Monthly column in Asahi Newspaper Hokkaido version
September 25th, 2021. Noyuri Mima

 I came to Berkeley, California, on the 14th of this month. I will be staying at the Artificial Intelligence Research Lab of the university here for six months as a visiting scholar.

 In advance, I received a guidebook from the university, which includes visa procedures, a guide to daily life, and a map of the campus. Particularly interesting is the section on “Cultural Adjustment.”

 To have a successful experience in a different culture, we should know the values of the majority culture in that country. I thought that some of the elements for successful intercultural adaptation are necessary even inside Japan. They are as follows.

 Open-mindedness. The ability to keep one’s opinions flexible and open to new stimuli.

 A sense of humor. In other cultures, many things can make you cry, angry, distressed, or embarrassed, so the ability to laugh them off can help protect you from despair.

 Ability to cope with failure. People who go abroad are often those who have been successful in their home environment. Because they have rarely experienced failure, they may not have developed the ability to tolerate and deal with it.

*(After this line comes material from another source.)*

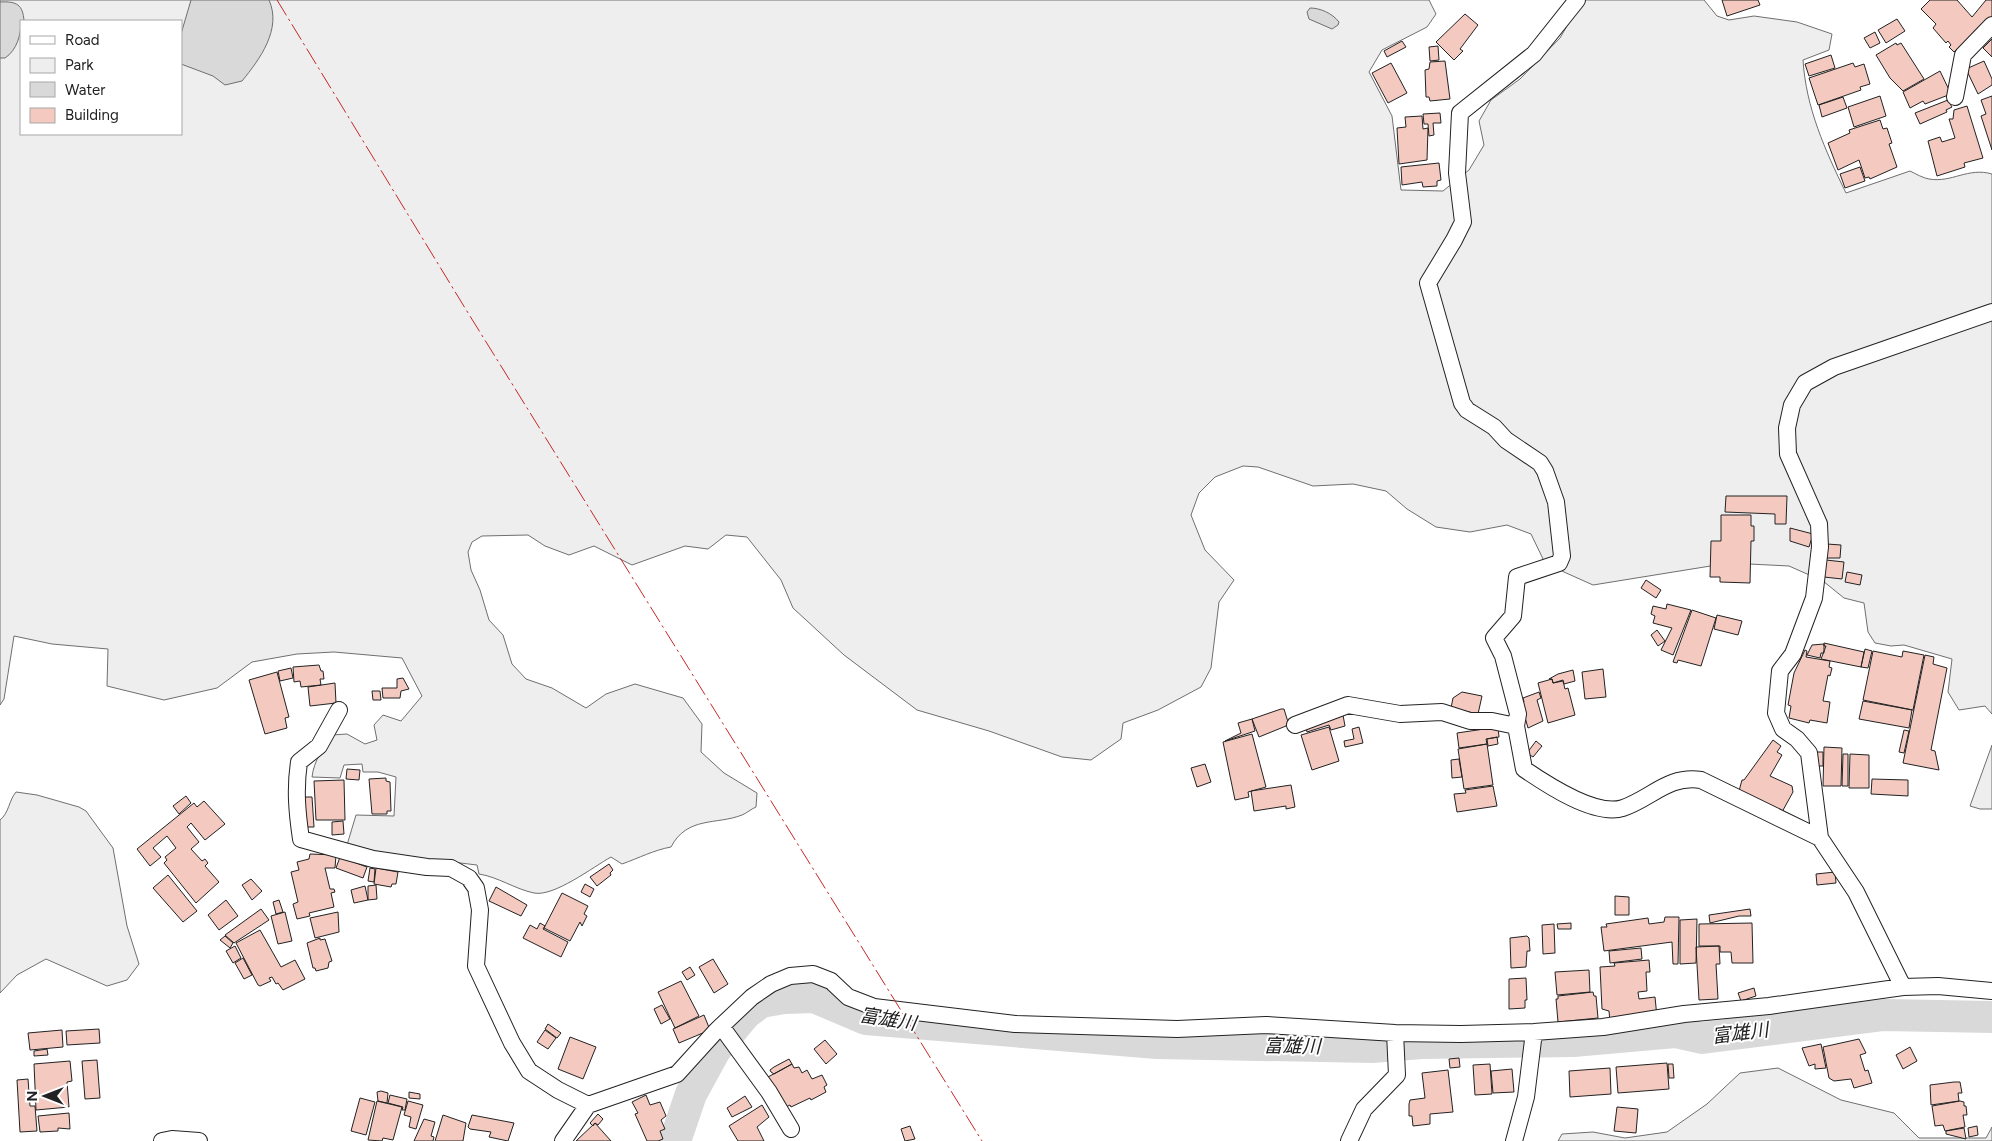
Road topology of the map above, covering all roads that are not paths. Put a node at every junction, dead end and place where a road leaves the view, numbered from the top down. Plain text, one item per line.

 This seems universally true of people who tend to be “authoritative.”

 Curiosity is a manifestation of the desire to know about people, places, etc. This skill and personality trait is important because we need to learn many things to adapt to new environments. Communication skills, flexibility and adaptability are following this.

 Behind these are the values of the American culture that change means progress, improvement, and growth and that it is positive and good. It also says Americans believe that formality is a show of arrogance and superiority and that we should be casual and equal in our relationships. I feel the difference between this culture and that of other East Asian countries, including Japan.

 When I told the people around me that I was going to the U.S. this time because I would be away from Hakodate for six months, there were two kinds of reactions.

 One was, “That’s fantastic. It’s great to challenge yourself at any age. I’m cheering for you. I support you.”

 The other was, “Why do you go to all this effort at a time like this? You don’t have to go through so much stress.”

 Even in Japan, it takes about three months to settle down when relocating, but even more overseas. So now I realized that coming to the U.S. was not only for proceeding with the research but also for developing the elements mentioned above.

 So, how will my intercultural experience look like in six months?